- Your instructions -
Report each line below that carries the word "paths".

- Data for the task -
_ _ _ _ _ _ _

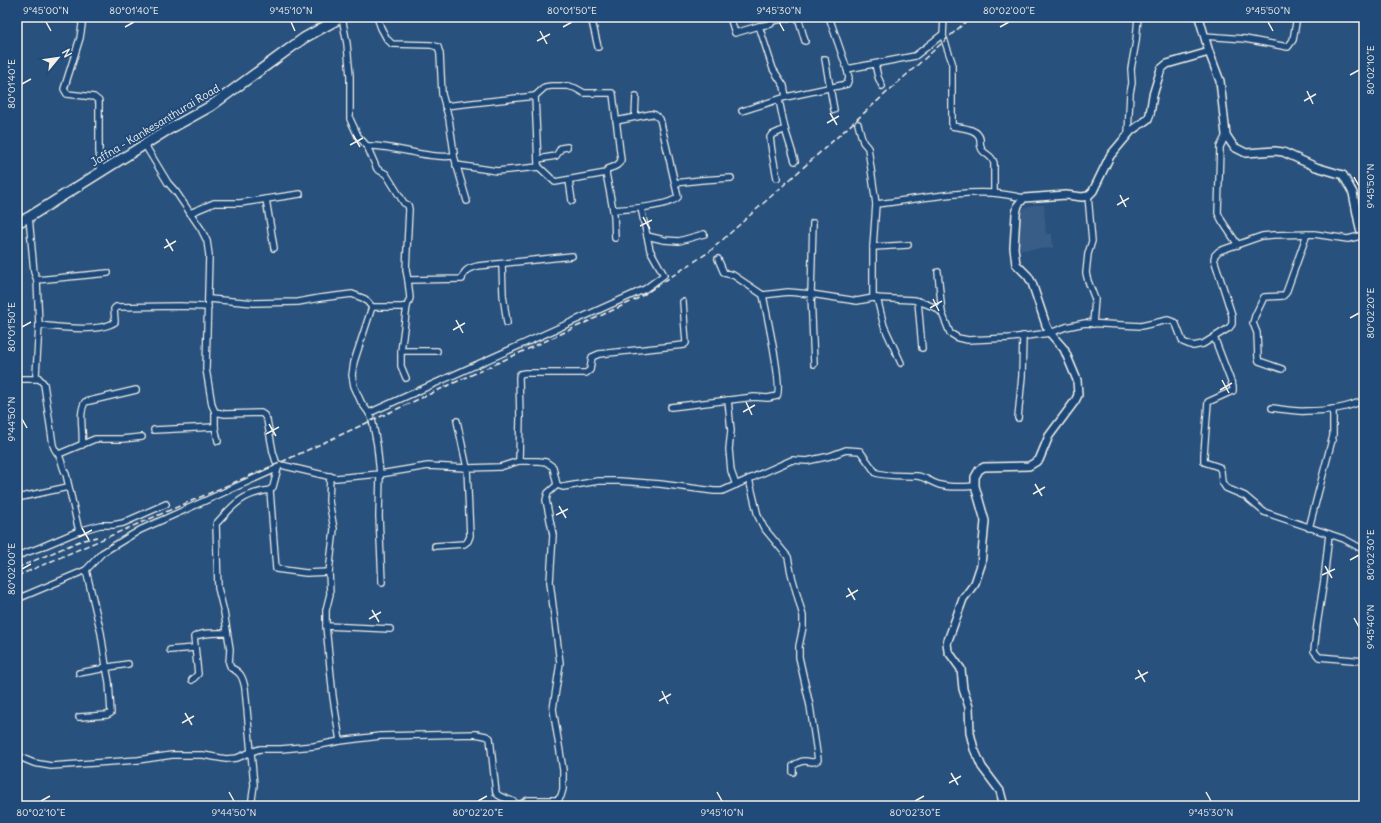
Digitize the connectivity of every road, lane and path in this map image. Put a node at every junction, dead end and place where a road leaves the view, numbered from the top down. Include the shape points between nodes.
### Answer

_ _ _ _ _ _ _

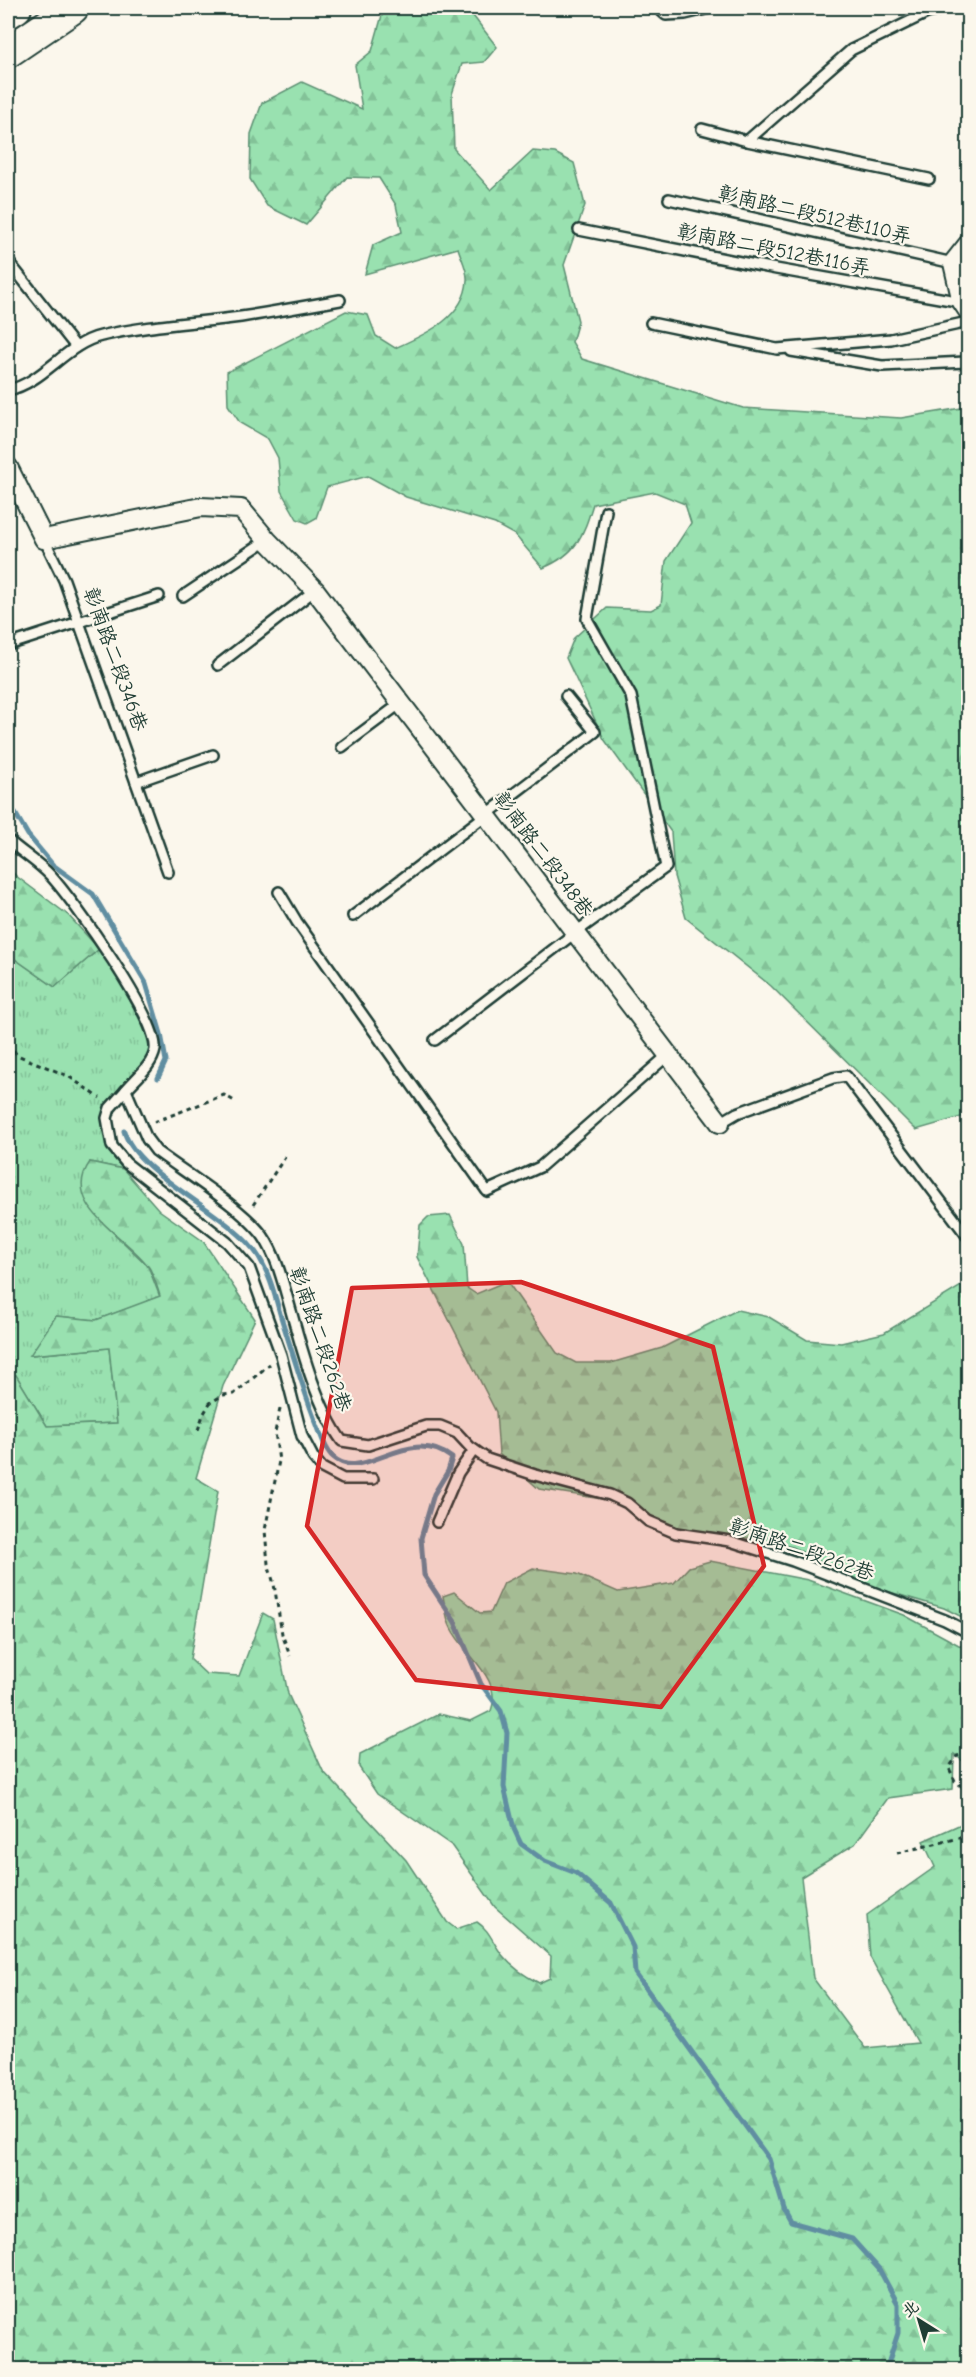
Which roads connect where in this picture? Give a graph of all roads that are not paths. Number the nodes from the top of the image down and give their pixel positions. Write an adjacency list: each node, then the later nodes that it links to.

_ _ _ _ _ _ _

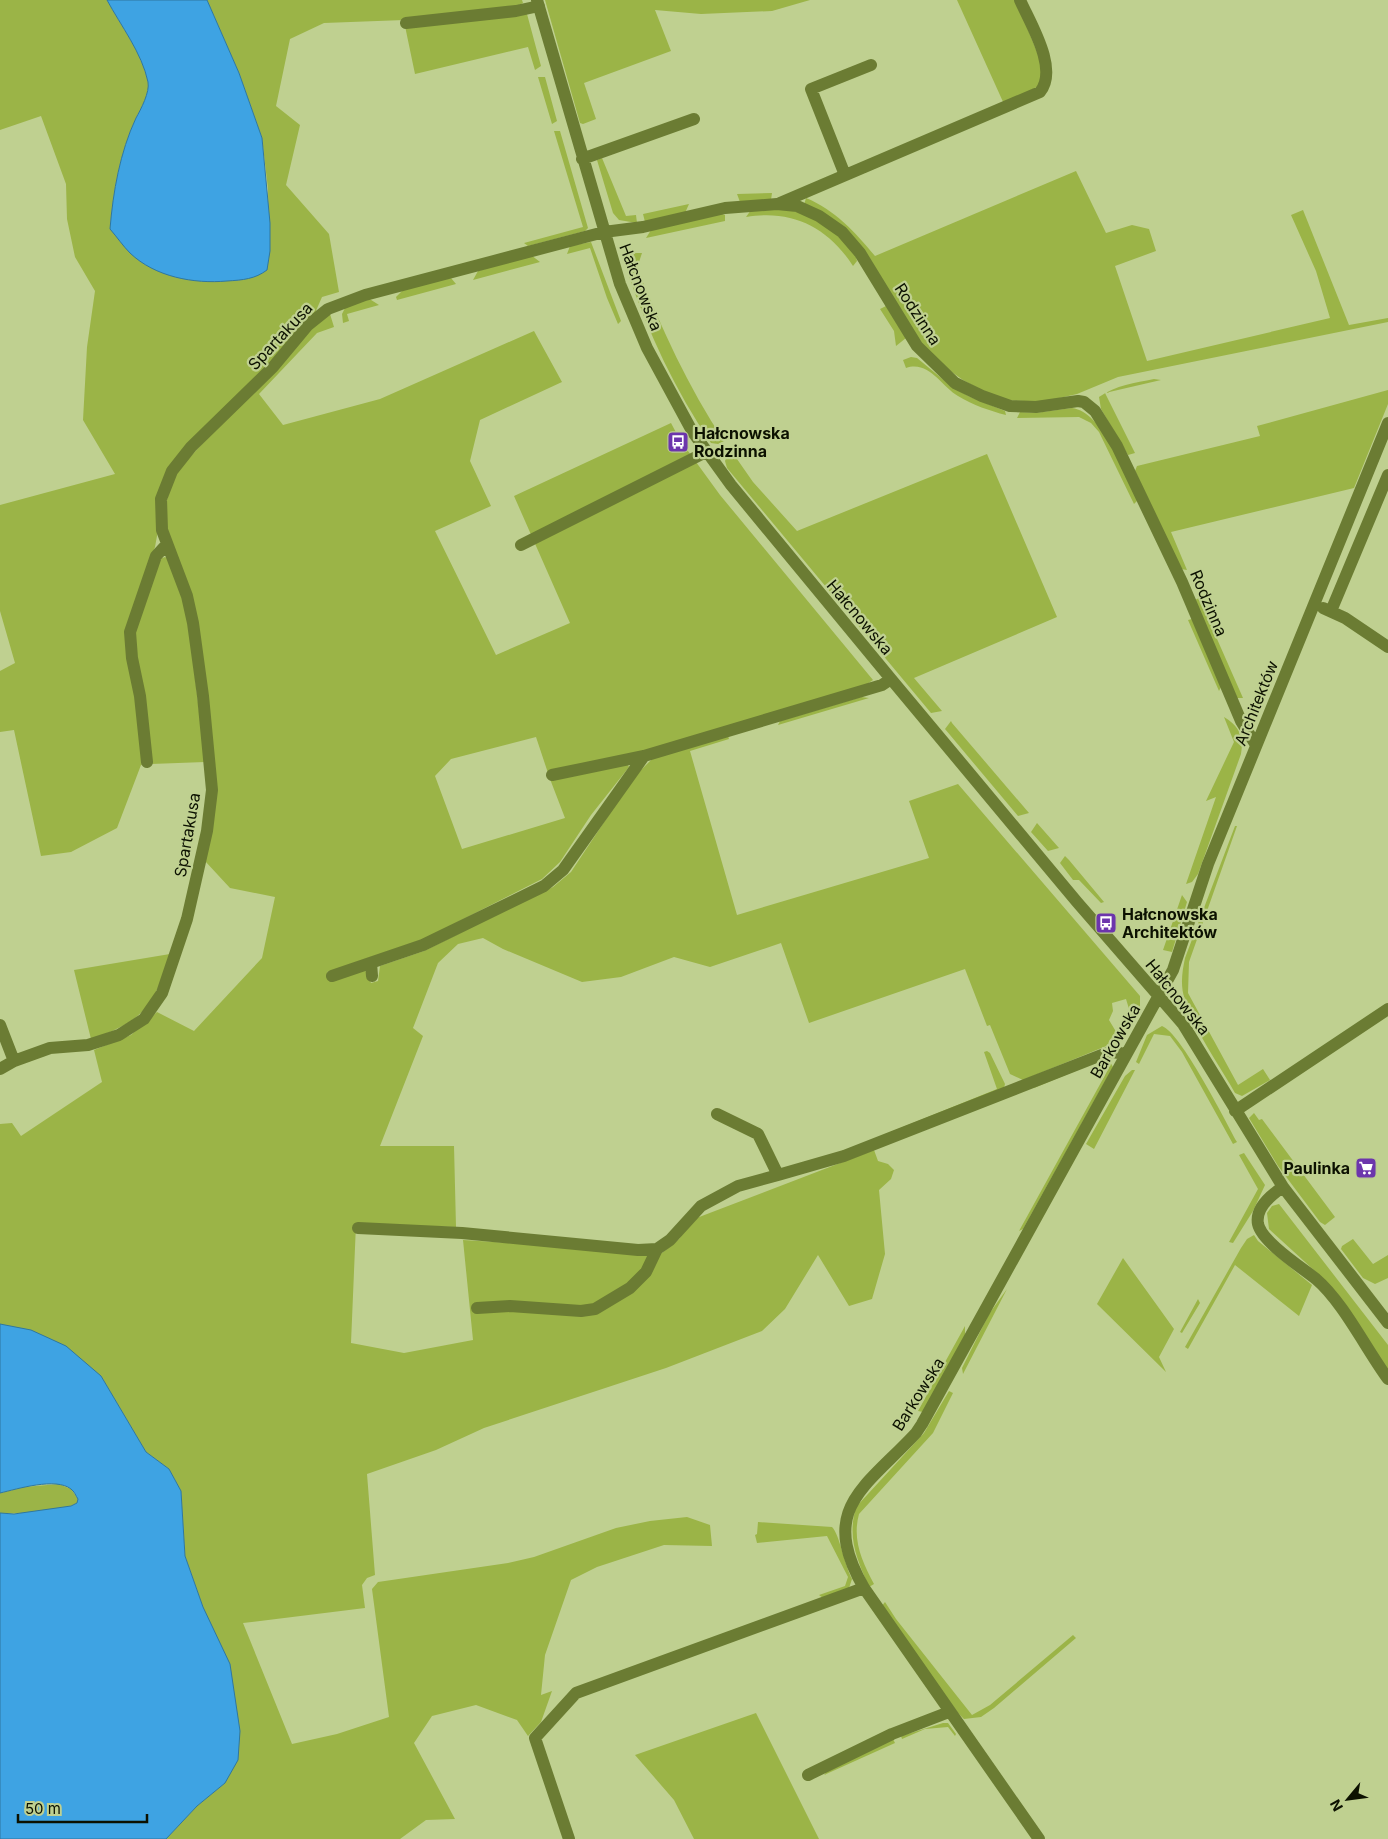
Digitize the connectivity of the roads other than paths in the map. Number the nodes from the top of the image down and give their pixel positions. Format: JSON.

_ _ _ _ _ _ _

- Solution -
Which roads connect where in this picture? Give a graph of all roads that are not paths. Number the nodes from the top of the image down and give their pixel positions. Write an adjacency list: each node, then the later nodes that it links to.
Digitize the connectivity of the roads other than paths in the map. Number the nodes from the top of the image down and give their pixel positions. Format: JSON.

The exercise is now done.